DATA PROVIDED START

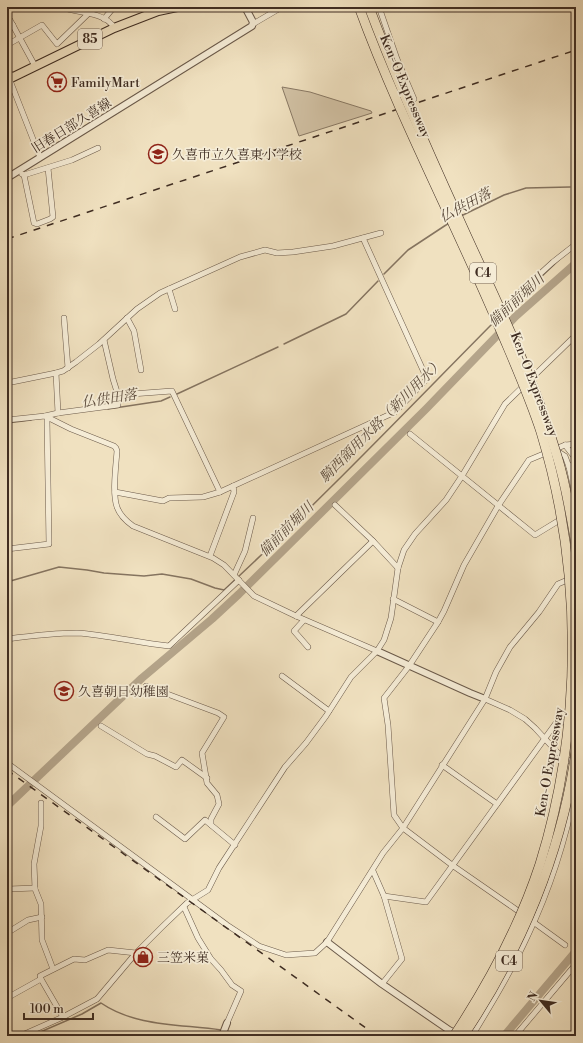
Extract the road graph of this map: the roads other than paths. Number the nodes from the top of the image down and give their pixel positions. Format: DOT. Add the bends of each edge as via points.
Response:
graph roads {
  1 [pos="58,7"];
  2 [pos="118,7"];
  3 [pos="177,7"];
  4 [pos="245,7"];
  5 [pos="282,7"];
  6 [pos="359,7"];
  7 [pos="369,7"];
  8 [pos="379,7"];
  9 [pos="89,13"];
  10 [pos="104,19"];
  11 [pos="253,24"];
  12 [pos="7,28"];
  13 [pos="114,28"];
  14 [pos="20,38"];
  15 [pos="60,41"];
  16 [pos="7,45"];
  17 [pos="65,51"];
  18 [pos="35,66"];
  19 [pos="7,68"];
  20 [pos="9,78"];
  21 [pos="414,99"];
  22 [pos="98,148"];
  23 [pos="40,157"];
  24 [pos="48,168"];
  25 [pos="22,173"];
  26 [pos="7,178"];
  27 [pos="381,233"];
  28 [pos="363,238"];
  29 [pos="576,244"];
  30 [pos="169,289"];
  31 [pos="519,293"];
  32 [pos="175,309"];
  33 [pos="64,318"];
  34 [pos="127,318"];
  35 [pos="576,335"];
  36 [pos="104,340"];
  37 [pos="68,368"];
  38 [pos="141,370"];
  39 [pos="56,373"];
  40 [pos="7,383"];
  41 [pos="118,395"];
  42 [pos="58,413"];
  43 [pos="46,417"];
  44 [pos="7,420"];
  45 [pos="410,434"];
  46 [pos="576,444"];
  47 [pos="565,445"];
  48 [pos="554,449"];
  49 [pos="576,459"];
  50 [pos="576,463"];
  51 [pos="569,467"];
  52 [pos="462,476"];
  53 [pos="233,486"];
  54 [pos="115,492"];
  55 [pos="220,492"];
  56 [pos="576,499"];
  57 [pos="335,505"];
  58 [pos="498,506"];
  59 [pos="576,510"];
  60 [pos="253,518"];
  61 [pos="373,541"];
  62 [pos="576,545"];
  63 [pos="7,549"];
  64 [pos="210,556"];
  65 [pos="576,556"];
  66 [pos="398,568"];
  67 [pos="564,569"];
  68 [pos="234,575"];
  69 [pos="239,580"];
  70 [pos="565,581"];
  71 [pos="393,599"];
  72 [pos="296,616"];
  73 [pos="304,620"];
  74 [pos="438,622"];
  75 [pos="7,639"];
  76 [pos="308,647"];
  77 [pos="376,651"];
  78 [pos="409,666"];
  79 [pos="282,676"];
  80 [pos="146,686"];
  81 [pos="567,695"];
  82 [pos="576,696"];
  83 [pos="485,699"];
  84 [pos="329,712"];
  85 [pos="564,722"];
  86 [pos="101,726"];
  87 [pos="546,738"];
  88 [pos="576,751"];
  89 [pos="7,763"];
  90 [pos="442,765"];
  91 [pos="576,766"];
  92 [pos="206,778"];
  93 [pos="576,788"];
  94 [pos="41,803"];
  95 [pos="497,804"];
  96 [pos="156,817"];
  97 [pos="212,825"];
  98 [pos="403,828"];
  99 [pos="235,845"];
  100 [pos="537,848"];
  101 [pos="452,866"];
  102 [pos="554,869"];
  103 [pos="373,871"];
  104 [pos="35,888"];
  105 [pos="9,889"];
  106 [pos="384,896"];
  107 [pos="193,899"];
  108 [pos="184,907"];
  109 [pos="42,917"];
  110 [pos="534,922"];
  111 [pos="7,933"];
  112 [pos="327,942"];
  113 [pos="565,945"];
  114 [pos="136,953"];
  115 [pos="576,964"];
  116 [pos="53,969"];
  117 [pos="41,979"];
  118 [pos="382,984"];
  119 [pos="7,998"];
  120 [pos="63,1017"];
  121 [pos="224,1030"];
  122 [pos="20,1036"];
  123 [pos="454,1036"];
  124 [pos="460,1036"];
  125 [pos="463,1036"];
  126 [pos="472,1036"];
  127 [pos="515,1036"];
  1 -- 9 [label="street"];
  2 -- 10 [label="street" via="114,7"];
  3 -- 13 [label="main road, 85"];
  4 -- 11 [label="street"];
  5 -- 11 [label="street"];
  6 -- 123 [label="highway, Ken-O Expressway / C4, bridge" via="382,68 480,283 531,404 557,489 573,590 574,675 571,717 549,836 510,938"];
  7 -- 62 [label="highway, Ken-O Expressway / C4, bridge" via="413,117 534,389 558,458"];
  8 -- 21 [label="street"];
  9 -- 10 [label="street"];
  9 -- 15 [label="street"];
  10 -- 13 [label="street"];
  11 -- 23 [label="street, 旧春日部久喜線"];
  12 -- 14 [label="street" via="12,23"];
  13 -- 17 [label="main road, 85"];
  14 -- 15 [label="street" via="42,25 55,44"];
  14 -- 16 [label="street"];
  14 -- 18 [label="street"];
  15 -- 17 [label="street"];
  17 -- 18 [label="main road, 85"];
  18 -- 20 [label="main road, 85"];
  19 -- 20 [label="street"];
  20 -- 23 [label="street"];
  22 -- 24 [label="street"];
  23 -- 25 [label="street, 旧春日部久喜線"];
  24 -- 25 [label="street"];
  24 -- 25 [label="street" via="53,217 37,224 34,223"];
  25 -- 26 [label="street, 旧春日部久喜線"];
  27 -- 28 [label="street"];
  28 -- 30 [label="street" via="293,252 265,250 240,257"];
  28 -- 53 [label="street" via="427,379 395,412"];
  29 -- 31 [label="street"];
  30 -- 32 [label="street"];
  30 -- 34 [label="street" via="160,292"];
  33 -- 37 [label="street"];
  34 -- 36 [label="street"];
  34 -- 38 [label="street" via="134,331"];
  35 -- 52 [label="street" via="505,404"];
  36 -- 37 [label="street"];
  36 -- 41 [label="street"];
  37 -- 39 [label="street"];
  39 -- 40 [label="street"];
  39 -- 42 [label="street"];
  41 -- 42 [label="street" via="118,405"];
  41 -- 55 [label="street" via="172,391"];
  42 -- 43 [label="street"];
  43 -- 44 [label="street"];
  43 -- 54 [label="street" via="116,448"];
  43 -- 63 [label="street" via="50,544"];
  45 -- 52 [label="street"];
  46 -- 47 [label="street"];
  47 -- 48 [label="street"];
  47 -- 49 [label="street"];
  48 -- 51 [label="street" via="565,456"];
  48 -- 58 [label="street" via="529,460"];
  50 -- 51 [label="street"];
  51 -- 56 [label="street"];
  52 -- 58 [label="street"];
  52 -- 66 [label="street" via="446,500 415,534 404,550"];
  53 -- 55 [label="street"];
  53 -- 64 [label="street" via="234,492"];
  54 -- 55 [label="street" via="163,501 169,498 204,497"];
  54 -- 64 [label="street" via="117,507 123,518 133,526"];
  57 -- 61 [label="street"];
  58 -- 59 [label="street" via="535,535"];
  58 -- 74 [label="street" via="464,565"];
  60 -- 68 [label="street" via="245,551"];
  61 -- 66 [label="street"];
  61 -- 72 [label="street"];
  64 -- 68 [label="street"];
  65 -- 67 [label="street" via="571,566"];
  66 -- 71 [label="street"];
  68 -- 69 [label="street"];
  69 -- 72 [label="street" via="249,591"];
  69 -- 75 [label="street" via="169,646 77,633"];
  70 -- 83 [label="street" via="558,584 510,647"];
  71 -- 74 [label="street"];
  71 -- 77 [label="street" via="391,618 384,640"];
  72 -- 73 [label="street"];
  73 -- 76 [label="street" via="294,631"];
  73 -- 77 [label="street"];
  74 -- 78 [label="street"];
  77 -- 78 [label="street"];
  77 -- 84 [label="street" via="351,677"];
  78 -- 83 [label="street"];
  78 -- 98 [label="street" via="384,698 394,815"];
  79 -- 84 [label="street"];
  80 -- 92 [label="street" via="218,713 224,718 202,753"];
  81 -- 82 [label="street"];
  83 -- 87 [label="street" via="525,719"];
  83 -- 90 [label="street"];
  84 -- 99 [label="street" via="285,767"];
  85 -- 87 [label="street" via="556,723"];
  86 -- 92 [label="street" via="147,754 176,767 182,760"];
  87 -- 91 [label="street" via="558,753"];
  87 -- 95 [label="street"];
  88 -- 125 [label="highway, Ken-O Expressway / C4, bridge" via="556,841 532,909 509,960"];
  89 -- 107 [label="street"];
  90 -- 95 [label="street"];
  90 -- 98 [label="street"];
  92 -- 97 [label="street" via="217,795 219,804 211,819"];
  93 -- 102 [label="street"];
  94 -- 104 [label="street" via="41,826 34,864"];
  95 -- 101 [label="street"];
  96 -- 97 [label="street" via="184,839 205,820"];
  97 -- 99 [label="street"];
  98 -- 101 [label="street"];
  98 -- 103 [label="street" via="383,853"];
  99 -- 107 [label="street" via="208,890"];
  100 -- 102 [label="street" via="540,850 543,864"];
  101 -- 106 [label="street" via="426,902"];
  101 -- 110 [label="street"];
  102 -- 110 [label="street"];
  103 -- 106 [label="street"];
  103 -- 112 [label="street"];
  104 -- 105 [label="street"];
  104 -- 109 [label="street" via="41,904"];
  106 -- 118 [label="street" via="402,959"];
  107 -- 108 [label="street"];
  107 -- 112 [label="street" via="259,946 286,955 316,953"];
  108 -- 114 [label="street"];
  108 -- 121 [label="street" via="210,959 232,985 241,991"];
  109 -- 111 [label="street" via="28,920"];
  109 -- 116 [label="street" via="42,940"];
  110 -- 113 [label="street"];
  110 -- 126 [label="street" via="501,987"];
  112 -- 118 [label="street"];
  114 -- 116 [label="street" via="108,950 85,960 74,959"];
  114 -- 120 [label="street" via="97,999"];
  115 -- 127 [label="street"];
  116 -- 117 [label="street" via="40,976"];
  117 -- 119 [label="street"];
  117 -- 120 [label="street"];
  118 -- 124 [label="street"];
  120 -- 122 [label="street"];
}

DATA PROVIDED END
DATA PROVIDED START

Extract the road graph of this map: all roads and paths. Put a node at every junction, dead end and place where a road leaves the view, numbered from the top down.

DATA PROVIDED END

* YOUR TASK:
Every line that contains the string "this" should be returned from the data.

* RESPONSE:
Extract the road graph of this map: the roads other than paths. Number the nodes from the top of the image down and give their pixel positions. Format: DOT. Add the bends of each edge as via points.
Extract the road graph of this map: all roads and paths. Put a node at every junction, dead end and place where a road leaves the view, numbered from the top down.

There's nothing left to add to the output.